◆ Exercise aim
An exact reproduction of the data below is expected, free of images.

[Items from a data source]
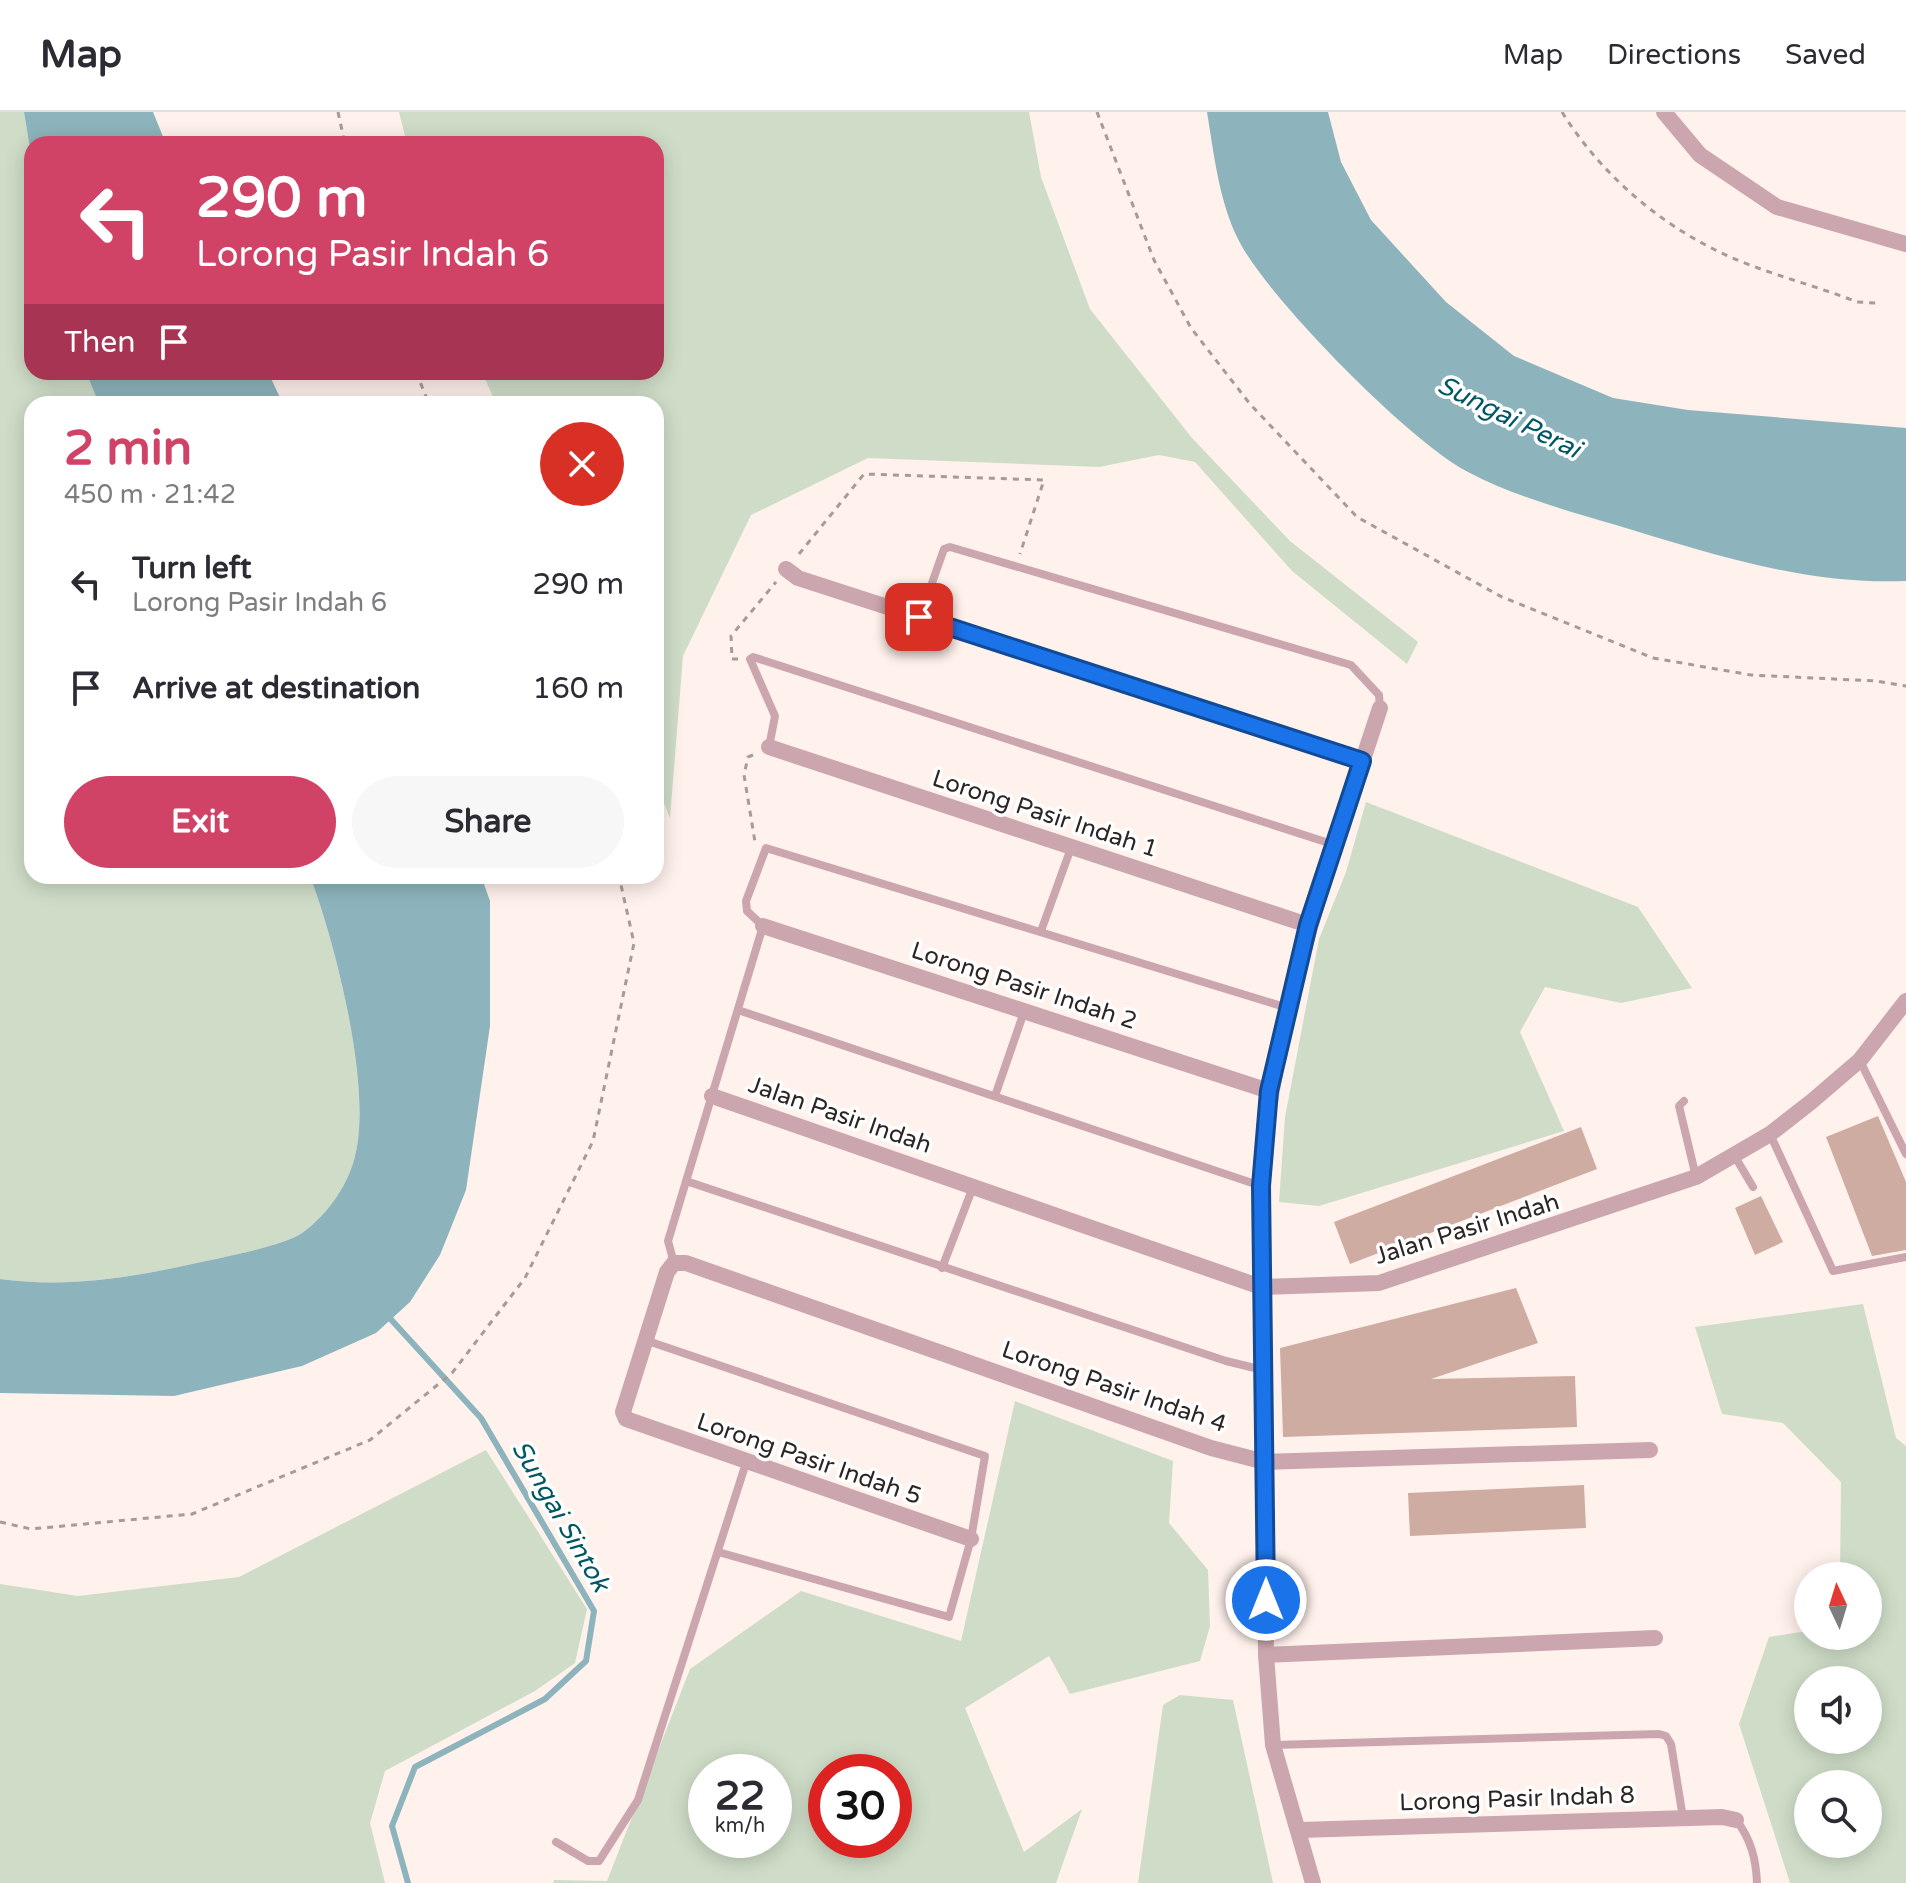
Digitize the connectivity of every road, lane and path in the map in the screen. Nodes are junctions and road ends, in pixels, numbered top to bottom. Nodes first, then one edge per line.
1 (338, 112) edge
2 (1097, 112) edge
3 (1562, 112) edge
4 (1664, 112) edge
5 (343, 136) edge
6 (1906, 244) edge
7 (1876, 303) dead end
8 (1016, 568) junction
9 (786, 569) junction
10 (919, 617) junction
11 (750, 659) junction
12 (1906, 686) edge
13 (1380, 708) joint
14 (769, 747) junction
15 (1362, 761) junction
16 (1335, 845) junction
17 (1071, 848) junction
18 (763, 851) junction
19 (621, 884) edge
20 (1308, 925) junction
21 (763, 926) junction
22 (1041, 931) junction
23 (1906, 1001) edge
24 (1288, 1008) junction
25 (738, 1010) junction
26 (1024, 1011) junction
27 (1860, 1060) junction
28 (1269, 1091) junction
29 (712, 1096) junction
30 (995, 1096) junction
31 (1684, 1101) dead end
32 (1770, 1134) junction
33 (1733, 1154) junction
34 (1906, 1154) edge
35 (1696, 1177) junction
36 (686, 1181) junction
37 (1261, 1186) junction
38 (973, 1187) junction
39 (1753, 1187) dead end
40 (1906, 1257) edge
41 (674, 1263) junction
42 (942, 1268) junction
43 (1261, 1287) junction
44 (645, 1340) junction
45 (1263, 1370) junction
46 (1650, 1450) dead end
47 (1265, 1462) junction
48 (746, 1463) junction
49 (0, 1522) edge
50 (971, 1539) junction
51 (718, 1552) junction
52 (1655, 1638) dead end
53 (1266, 1655) junction
54 (1273, 1745) junction
55 (1683, 1818) junction
56 (1736, 1820) joint
57 (1300, 1830) junction
58 (556, 1842) dead end
59 (1313, 1883) edge
60 (1757, 1883) edge

1 - 5 path
2 - 12 path
3 - 7 path
4 - 6 street
8 - 9 path
8 - 10 lane
8 - 13 lane
9 - 10 street
9 - 11 path
10 - 15 street
11 - 14 lane
11 - 16 lane
13 - 15 street
14 - 17 street, Lorong Pasir Indah 1
14 - 18 path
15 - 16 street
16 - 20 street
17 - 20 street, Lorong Pasir Indah 1
17 - 22 lane
18 - 21 lane
18 - 22 lane
19 - 49 path
20 - 24 street
21 - 25 lane
21 - 26 street, Lorong Pasir Indah 2
22 - 24 lane
23 - 27 street, Jalan Pasir Indah
24 - 28 street
25 - 29 lane
25 - 30 lane
26 - 28 street, Lorong Pasir Indah 2
26 - 30 lane
27 - 32 street, Jalan Pasir Indah
27 - 34 lane
28 - 37 street
29 - 36 lane
29 - 38 street, Jalan Pasir Indah
30 - 37 lane
31 - 35 lane
32 - 33 street, Jalan Pasir Indah
32 - 40 lane
33 - 35 street, Jalan Pasir Indah
33 - 39 lane
35 - 43 street, Jalan Pasir Indah
36 - 41 lane
36 - 42 lane
37 - 43 street
38 - 42 lane
38 - 43 street, Jalan Pasir Indah
41 - 44 street
41 - 47 street, Lorong Pasir Indah 4
42 - 45 lane
43 - 45 street
44 - 48 street, Lorong Pasir Indah 5
44 - 50 lane
45 - 47 street
46 - 47 street, Lorong Pasir Indah 4
47 - 53 street
48 - 50 street, Lorong Pasir Indah 5
48 - 51 lane
50 - 51 lane
51 - 58 lane
52 - 53 street
53 - 54 street
54 - 55 lane
54 - 57 street
55 - 56 street, Lorong Pasir Indah 8
55 - 57 street, Lorong Pasir Indah 8
56 - 60 lane
57 - 59 street

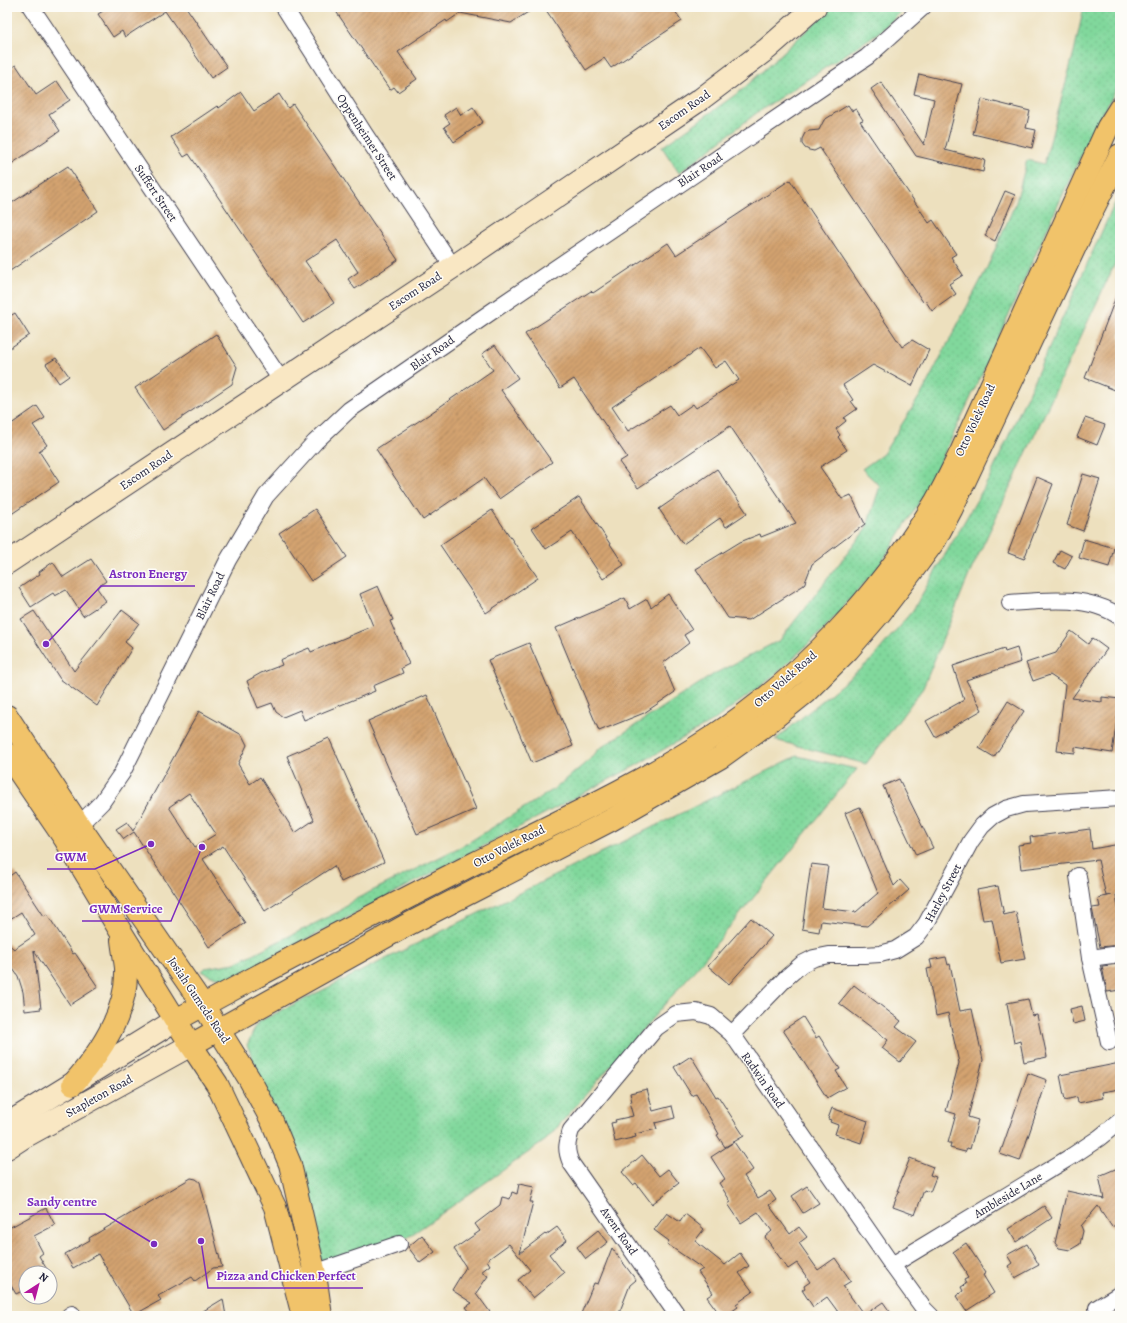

◆ Solution for this problem
Digitize the connectivity of every road, lane and path in the map in the screen. Nodes are junctions and road ends, in pixels, numbered top to bottom. Nodes first, then one edge per line.
1 (338, 112) edge
2 (1097, 112) edge
3 (1562, 112) edge
4 (1664, 112) edge
5 (343, 136) edge
6 (1906, 244) edge
7 (1876, 303) dead end
8 (1016, 568) junction
9 (786, 569) junction
10 (919, 617) junction
11 (750, 659) junction
12 (1906, 686) edge
13 (1380, 708) joint
14 (769, 747) junction
15 (1362, 761) junction
16 (1335, 845) junction
17 (1071, 848) junction
18 (763, 851) junction
19 (621, 884) edge
20 (1308, 925) junction
21 (763, 926) junction
22 (1041, 931) junction
23 (1906, 1001) edge
24 (1288, 1008) junction
25 (738, 1010) junction
26 (1024, 1011) junction
27 (1860, 1060) junction
28 (1269, 1091) junction
29 (712, 1096) junction
30 (995, 1096) junction
31 (1684, 1101) dead end
32 (1770, 1134) junction
33 (1733, 1154) junction
34 (1906, 1154) edge
35 (1696, 1177) junction
36 (686, 1181) junction
37 (1261, 1186) junction
38 (973, 1187) junction
39 (1753, 1187) dead end
40 (1906, 1257) edge
41 (674, 1263) junction
42 (942, 1268) junction
43 (1261, 1287) junction
44 (645, 1340) junction
45 (1263, 1370) junction
46 (1650, 1450) dead end
47 (1265, 1462) junction
48 (746, 1463) junction
49 (0, 1522) edge
50 (971, 1539) junction
51 (718, 1552) junction
52 (1655, 1638) dead end
53 (1266, 1655) junction
54 (1273, 1745) junction
55 (1683, 1818) junction
56 (1736, 1820) joint
57 (1300, 1830) junction
58 (556, 1842) dead end
59 (1313, 1883) edge
60 (1757, 1883) edge

1 - 5 path
2 - 12 path
3 - 7 path
4 - 6 street
8 - 9 path
8 - 10 lane
8 - 13 lane
9 - 10 street
9 - 11 path
10 - 15 street
11 - 14 lane
11 - 16 lane
13 - 15 street
14 - 17 street, Lorong Pasir Indah 1
14 - 18 path
15 - 16 street
16 - 20 street
17 - 20 street, Lorong Pasir Indah 1
17 - 22 lane
18 - 21 lane
18 - 22 lane
19 - 49 path
20 - 24 street
21 - 25 lane
21 - 26 street, Lorong Pasir Indah 2
22 - 24 lane
23 - 27 street, Jalan Pasir Indah
24 - 28 street
25 - 29 lane
25 - 30 lane
26 - 28 street, Lorong Pasir Indah 2
26 - 30 lane
27 - 32 street, Jalan Pasir Indah
27 - 34 lane
28 - 37 street
29 - 36 lane
29 - 38 street, Jalan Pasir Indah
30 - 37 lane
31 - 35 lane
32 - 33 street, Jalan Pasir Indah
32 - 40 lane
33 - 35 street, Jalan Pasir Indah
33 - 39 lane
35 - 43 street, Jalan Pasir Indah
36 - 41 lane
36 - 42 lane
37 - 43 street
38 - 42 lane
38 - 43 street, Jalan Pasir Indah
41 - 44 street
41 - 47 street, Lorong Pasir Indah 4
42 - 45 lane
43 - 45 street
44 - 48 street, Lorong Pasir Indah 5
44 - 50 lane
45 - 47 street
46 - 47 street, Lorong Pasir Indah 4
47 - 53 street
48 - 50 street, Lorong Pasir Indah 5
48 - 51 lane
50 - 51 lane
51 - 58 lane
52 - 53 street
53 - 54 street
54 - 55 lane
54 - 57 street
55 - 56 street, Lorong Pasir Indah 8
55 - 57 street, Lorong Pasir Indah 8
56 - 60 lane
57 - 59 street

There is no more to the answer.